▶ Assignment
Each entry needs to be copied exactly, with nothing left out.

*** Working data ***

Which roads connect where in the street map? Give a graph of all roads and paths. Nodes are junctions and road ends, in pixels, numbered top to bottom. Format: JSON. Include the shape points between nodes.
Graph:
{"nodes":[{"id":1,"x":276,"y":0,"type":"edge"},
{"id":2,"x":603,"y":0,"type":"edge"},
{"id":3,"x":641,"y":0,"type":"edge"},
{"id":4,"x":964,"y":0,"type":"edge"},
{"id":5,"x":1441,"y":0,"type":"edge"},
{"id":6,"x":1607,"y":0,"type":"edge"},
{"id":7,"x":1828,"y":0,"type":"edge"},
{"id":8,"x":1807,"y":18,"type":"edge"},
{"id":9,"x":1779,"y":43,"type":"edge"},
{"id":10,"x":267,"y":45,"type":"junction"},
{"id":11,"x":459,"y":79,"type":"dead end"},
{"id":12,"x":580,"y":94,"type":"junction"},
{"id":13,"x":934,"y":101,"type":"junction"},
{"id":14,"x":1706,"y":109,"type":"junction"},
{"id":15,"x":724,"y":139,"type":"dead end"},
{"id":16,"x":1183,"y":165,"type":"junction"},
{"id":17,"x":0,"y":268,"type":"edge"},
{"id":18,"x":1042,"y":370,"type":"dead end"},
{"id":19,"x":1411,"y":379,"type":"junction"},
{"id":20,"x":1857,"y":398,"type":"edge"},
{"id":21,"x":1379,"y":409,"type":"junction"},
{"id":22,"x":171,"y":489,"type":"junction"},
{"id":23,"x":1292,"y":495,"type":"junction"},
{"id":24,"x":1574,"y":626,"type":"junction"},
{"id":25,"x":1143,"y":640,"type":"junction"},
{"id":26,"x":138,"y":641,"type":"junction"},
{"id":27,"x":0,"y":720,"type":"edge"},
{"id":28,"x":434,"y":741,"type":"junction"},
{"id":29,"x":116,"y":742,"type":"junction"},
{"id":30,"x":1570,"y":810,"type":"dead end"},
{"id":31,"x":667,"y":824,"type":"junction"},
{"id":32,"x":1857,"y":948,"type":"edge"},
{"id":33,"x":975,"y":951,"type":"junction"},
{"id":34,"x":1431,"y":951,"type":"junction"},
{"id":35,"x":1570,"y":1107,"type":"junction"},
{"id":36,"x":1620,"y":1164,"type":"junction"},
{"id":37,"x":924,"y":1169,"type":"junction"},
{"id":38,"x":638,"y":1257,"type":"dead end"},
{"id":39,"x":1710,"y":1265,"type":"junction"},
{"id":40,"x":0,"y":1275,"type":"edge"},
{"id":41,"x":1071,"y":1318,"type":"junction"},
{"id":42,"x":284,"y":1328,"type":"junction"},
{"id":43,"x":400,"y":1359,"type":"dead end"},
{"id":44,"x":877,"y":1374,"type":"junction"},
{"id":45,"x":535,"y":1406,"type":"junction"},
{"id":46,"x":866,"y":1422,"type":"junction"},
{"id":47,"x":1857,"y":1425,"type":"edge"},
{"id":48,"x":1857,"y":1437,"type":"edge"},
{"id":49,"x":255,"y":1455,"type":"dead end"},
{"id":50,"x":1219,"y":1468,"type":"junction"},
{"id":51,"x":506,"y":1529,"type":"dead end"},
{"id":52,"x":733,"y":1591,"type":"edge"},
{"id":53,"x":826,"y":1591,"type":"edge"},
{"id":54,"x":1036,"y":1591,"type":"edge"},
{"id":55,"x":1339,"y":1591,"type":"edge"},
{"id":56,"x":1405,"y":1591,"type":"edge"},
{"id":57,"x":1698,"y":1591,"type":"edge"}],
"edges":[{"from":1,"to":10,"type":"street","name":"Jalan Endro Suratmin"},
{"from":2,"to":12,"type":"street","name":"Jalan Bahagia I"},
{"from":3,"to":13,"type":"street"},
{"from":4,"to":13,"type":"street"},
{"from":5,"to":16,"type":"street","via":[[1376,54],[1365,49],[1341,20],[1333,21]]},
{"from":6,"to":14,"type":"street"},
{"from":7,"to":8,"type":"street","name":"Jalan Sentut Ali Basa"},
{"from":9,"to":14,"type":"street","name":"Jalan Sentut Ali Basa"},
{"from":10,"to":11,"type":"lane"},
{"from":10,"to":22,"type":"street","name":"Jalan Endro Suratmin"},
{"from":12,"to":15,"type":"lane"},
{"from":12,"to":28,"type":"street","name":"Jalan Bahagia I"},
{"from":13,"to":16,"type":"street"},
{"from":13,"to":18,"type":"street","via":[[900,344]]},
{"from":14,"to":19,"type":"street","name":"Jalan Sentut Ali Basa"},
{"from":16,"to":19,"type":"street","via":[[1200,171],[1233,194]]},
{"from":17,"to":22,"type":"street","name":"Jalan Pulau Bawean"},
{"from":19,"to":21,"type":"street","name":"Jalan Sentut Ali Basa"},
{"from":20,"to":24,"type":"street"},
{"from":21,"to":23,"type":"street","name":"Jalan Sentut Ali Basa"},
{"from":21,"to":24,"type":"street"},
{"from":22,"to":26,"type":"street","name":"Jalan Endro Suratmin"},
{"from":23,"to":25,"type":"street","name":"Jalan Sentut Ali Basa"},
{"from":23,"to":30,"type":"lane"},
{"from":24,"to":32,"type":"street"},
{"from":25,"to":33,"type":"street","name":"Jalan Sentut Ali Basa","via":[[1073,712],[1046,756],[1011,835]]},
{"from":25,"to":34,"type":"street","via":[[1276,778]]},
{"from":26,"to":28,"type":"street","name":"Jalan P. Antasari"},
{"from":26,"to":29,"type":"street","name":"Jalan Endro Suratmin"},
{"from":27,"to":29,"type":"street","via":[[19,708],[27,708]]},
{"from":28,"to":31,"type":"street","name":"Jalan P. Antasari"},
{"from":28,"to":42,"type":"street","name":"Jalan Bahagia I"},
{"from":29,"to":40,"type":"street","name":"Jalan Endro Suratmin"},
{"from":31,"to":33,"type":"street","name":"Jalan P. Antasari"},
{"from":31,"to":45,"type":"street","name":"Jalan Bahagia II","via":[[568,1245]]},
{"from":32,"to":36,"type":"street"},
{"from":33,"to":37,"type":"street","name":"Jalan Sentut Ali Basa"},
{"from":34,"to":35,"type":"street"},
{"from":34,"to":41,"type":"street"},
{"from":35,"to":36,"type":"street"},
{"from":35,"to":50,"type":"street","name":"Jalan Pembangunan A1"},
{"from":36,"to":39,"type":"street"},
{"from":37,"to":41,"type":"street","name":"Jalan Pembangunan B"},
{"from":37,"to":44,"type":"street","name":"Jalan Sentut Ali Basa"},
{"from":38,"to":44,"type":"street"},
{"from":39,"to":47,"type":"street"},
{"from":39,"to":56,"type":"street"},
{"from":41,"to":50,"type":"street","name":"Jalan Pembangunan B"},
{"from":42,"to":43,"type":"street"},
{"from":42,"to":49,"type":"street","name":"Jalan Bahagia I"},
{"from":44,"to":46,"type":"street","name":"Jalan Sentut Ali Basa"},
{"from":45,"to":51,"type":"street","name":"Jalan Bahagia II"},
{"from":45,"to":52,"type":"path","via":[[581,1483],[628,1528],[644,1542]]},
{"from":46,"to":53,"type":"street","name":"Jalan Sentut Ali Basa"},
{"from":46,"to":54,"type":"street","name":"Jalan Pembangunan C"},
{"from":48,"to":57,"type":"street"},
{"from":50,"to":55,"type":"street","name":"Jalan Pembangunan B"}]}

*** End of Working data ***

▶ Exercise output
Which roads connect where in the street map? Give a graph of all roads and paths. Nodes are junctions and road ends, in pixels, numbered top to bottom. Format: JSON. Include the shape points between nodes.
Graph:
{"nodes":[{"id":1,"x":276,"y":0,"type":"edge"},
{"id":2,"x":603,"y":0,"type":"edge"},
{"id":3,"x":641,"y":0,"type":"edge"},
{"id":4,"x":964,"y":0,"type":"edge"},
{"id":5,"x":1441,"y":0,"type":"edge"},
{"id":6,"x":1607,"y":0,"type":"edge"},
{"id":7,"x":1828,"y":0,"type":"edge"},
{"id":8,"x":1807,"y":18,"type":"edge"},
{"id":9,"x":1779,"y":43,"type":"edge"},
{"id":10,"x":267,"y":45,"type":"junction"},
{"id":11,"x":459,"y":79,"type":"dead end"},
{"id":12,"x":580,"y":94,"type":"junction"},
{"id":13,"x":934,"y":101,"type":"junction"},
{"id":14,"x":1706,"y":109,"type":"junction"},
{"id":15,"x":724,"y":139,"type":"dead end"},
{"id":16,"x":1183,"y":165,"type":"junction"},
{"id":17,"x":0,"y":268,"type":"edge"},
{"id":18,"x":1042,"y":370,"type":"dead end"},
{"id":19,"x":1411,"y":379,"type":"junction"},
{"id":20,"x":1857,"y":398,"type":"edge"},
{"id":21,"x":1379,"y":409,"type":"junction"},
{"id":22,"x":171,"y":489,"type":"junction"},
{"id":23,"x":1292,"y":495,"type":"junction"},
{"id":24,"x":1574,"y":626,"type":"junction"},
{"id":25,"x":1143,"y":640,"type":"junction"},
{"id":26,"x":138,"y":641,"type":"junction"},
{"id":27,"x":0,"y":720,"type":"edge"},
{"id":28,"x":434,"y":741,"type":"junction"},
{"id":29,"x":116,"y":742,"type":"junction"},
{"id":30,"x":1570,"y":810,"type":"dead end"},
{"id":31,"x":667,"y":824,"type":"junction"},
{"id":32,"x":1857,"y":948,"type":"edge"},
{"id":33,"x":975,"y":951,"type":"junction"},
{"id":34,"x":1431,"y":951,"type":"junction"},
{"id":35,"x":1570,"y":1107,"type":"junction"},
{"id":36,"x":1620,"y":1164,"type":"junction"},
{"id":37,"x":924,"y":1169,"type":"junction"},
{"id":38,"x":638,"y":1257,"type":"dead end"},
{"id":39,"x":1710,"y":1265,"type":"junction"},
{"id":40,"x":0,"y":1275,"type":"edge"},
{"id":41,"x":1071,"y":1318,"type":"junction"},
{"id":42,"x":284,"y":1328,"type":"junction"},
{"id":43,"x":400,"y":1359,"type":"dead end"},
{"id":44,"x":877,"y":1374,"type":"junction"},
{"id":45,"x":535,"y":1406,"type":"junction"},
{"id":46,"x":866,"y":1422,"type":"junction"},
{"id":47,"x":1857,"y":1425,"type":"edge"},
{"id":48,"x":1857,"y":1437,"type":"edge"},
{"id":49,"x":255,"y":1455,"type":"dead end"},
{"id":50,"x":1219,"y":1468,"type":"junction"},
{"id":51,"x":506,"y":1529,"type":"dead end"},
{"id":52,"x":733,"y":1591,"type":"edge"},
{"id":53,"x":826,"y":1591,"type":"edge"},
{"id":54,"x":1036,"y":1591,"type":"edge"},
{"id":55,"x":1339,"y":1591,"type":"edge"},
{"id":56,"x":1405,"y":1591,"type":"edge"},
{"id":57,"x":1698,"y":1591,"type":"edge"}],
"edges":[{"from":1,"to":10,"type":"street","name":"Jalan Endro Suratmin"},
{"from":2,"to":12,"type":"street","name":"Jalan Bahagia I"},
{"from":3,"to":13,"type":"street"},
{"from":4,"to":13,"type":"street"},
{"from":5,"to":16,"type":"street","via":[[1376,54],[1365,49],[1341,20],[1333,21]]},
{"from":6,"to":14,"type":"street"},
{"from":7,"to":8,"type":"street","name":"Jalan Sentut Ali Basa"},
{"from":9,"to":14,"type":"street","name":"Jalan Sentut Ali Basa"},
{"from":10,"to":11,"type":"lane"},
{"from":10,"to":22,"type":"street","name":"Jalan Endro Suratmin"},
{"from":12,"to":15,"type":"lane"},
{"from":12,"to":28,"type":"street","name":"Jalan Bahagia I"},
{"from":13,"to":16,"type":"street"},
{"from":13,"to":18,"type":"street","via":[[900,344]]},
{"from":14,"to":19,"type":"street","name":"Jalan Sentut Ali Basa"},
{"from":16,"to":19,"type":"street","via":[[1200,171],[1233,194]]},
{"from":17,"to":22,"type":"street","name":"Jalan Pulau Bawean"},
{"from":19,"to":21,"type":"street","name":"Jalan Sentut Ali Basa"},
{"from":20,"to":24,"type":"street"},
{"from":21,"to":23,"type":"street","name":"Jalan Sentut Ali Basa"},
{"from":21,"to":24,"type":"street"},
{"from":22,"to":26,"type":"street","name":"Jalan Endro Suratmin"},
{"from":23,"to":25,"type":"street","name":"Jalan Sentut Ali Basa"},
{"from":23,"to":30,"type":"lane"},
{"from":24,"to":32,"type":"street"},
{"from":25,"to":33,"type":"street","name":"Jalan Sentut Ali Basa","via":[[1073,712],[1046,756],[1011,835]]},
{"from":25,"to":34,"type":"street","via":[[1276,778]]},
{"from":26,"to":28,"type":"street","name":"Jalan P. Antasari"},
{"from":26,"to":29,"type":"street","name":"Jalan Endro Suratmin"},
{"from":27,"to":29,"type":"street","via":[[19,708],[27,708]]},
{"from":28,"to":31,"type":"street","name":"Jalan P. Antasari"},
{"from":28,"to":42,"type":"street","name":"Jalan Bahagia I"},
{"from":29,"to":40,"type":"street","name":"Jalan Endro Suratmin"},
{"from":31,"to":33,"type":"street","name":"Jalan P. Antasari"},
{"from":31,"to":45,"type":"street","name":"Jalan Bahagia II","via":[[568,1245]]},
{"from":32,"to":36,"type":"street"},
{"from":33,"to":37,"type":"street","name":"Jalan Sentut Ali Basa"},
{"from":34,"to":35,"type":"street"},
{"from":34,"to":41,"type":"street"},
{"from":35,"to":36,"type":"street"},
{"from":35,"to":50,"type":"street","name":"Jalan Pembangunan A1"},
{"from":36,"to":39,"type":"street"},
{"from":37,"to":41,"type":"street","name":"Jalan Pembangunan B"},
{"from":37,"to":44,"type":"street","name":"Jalan Sentut Ali Basa"},
{"from":38,"to":44,"type":"street"},
{"from":39,"to":47,"type":"street"},
{"from":39,"to":56,"type":"street"},
{"from":41,"to":50,"type":"street","name":"Jalan Pembangunan B"},
{"from":42,"to":43,"type":"street"},
{"from":42,"to":49,"type":"street","name":"Jalan Bahagia I"},
{"from":44,"to":46,"type":"street","name":"Jalan Sentut Ali Basa"},
{"from":45,"to":51,"type":"street","name":"Jalan Bahagia II"},
{"from":45,"to":52,"type":"path","via":[[581,1483],[628,1528],[644,1542]]},
{"from":46,"to":53,"type":"street","name":"Jalan Sentut Ali Basa"},
{"from":46,"to":54,"type":"street","name":"Jalan Pembangunan C"},
{"from":48,"to":57,"type":"street"},
{"from":50,"to":55,"type":"street","name":"Jalan Pembangunan B"}]}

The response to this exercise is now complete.